Dieser erweiterte Begriff von Mediation überschneidet sich mit den in der vorliegenden Studie identifizierten Kernkategorien Soziales Lernen und Mehrsprachige Gesprächspraktiken. Aspekte wie TL (Translanguaging), CS (Code-switching) und CM (Code-mixing) werden hier allerdings in ihrer Wichtigkeit für den mehrsprachigen und transkulturellen Diskurs nicht erwähnt. Man beschränkt sich vielmehr darauf, unterschiedliche Formen von Mediation vom Schriftlichen ins Mündliche und umgekehrt aufzuzeigen. Besondere Bereiche wie das Erläutern von Graphiken und Daten und das Mitschreiben werden auch anhand von Deskriptoren dargestellt. Erwähnt wird auch der Umgang mit literarischen und kreativen Texten. Hervorzuheben ist hier, dass es sich ausschließlich um rezeptive Kompetenzen handelt und sich auf die Bereiche Persönliche Reaktion auf kreative und literarische Texte und Analyse und Kritik literarischer und kreativer Texte beschränkt. Der aktive kreative Sprachgebrauch hingegen findet keinen Eingang.
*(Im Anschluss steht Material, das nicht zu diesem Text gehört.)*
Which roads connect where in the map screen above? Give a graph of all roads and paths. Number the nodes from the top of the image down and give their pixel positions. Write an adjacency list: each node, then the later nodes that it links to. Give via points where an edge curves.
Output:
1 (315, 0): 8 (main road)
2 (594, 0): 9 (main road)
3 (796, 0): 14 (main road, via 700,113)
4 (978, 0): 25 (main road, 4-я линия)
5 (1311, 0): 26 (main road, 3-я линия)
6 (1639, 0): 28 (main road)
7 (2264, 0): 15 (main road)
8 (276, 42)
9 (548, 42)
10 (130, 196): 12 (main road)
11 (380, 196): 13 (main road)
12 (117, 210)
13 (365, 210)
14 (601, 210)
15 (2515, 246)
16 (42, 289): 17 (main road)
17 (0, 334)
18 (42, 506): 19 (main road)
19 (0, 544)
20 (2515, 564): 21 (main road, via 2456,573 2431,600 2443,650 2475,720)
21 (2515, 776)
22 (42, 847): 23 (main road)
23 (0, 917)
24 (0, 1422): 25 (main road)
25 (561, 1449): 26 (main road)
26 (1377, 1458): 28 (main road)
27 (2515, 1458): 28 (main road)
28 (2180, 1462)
Außerdem wird der Komplexität der hermeneutischen mehrsprachigen Interaktion mit Texten kaum Rechnung getragen.

Im Bereich der Mediation in der sozialen Interaktion werden unterschiedliche Strategien aufgezeigt, wie ein mehrsprachiger Diskurs gelenkt, unterstützt und verständigungserleichternd geführt werden kann. Diese fallen in der vorliegenden Modellierung MKK mit unterschiedlicher Gewichtung in die Kernkategorie Soziales Lernen, da die Deskriptoren sich ausschließlich auf den schulischen Bereich beziehen und somit mögliche Lernprozesse vorstellen. Da, wie aus der Datenauswertung hervorgeht, alle im CEFR/CV vorgestellten Aspekte der Mediation vorkommen, wird den Lernenden dank des besonderen Aufgabenformats die Möglichkeit gegeben, sich diese anzueignen. Der Bereich Mehrsprachigkeit wird mit lediglich zwei Kompetenzbereichen (Mehrsprachiges Repertoire und Mehrsprachiges Verständnis) umschrieben. Diese kommen mit einigen Unterschieden auch in der Modellierung vor (ibid.: 159 und 160).

Auffallend ist, dass auch in den Ergänzungen zum GER der Bereich des Savoir s’engager nicht berücksichtigt wird. Das kulturkritische Bewusstsein und die Fähigkeit, Kulturen durch ein spezifisch kulturwissenschaftliches Vorgehen kritisch zu evaluieren und zu hinterfragen, ist zwar ansatzweise in allen anderen Savoirs enthalten, wird aber auch hier nicht systematisch aufgezeigt. Es ist kein Zufall, dass man besonders im Bereich Literarisches Lernen und kritische Reflexion über literarische und kreative Texte auf Aspekte stößt, die auch dem Savoir s’engager zugeordnet werden könnten (ibid. 116-117). Trotzdem wird sowohl dem Literarischen Lernen als auch dem Savoir s’engager in dieser Überarbeitung nur ein geringer Platz eingeräumt, der bei weitem nicht die Komplexität der Phänomene erfasst, die ein kritisches Verständnis von Mehrsprachigkeit und Transkulturalität besonders im Bereich Literarisches Lernen fordert. Die vorliegende Modellierung stellt u.a. den Versuch dar, einen ersten Vorstoß in dieses noch unerforschte Gebiet zu wagen.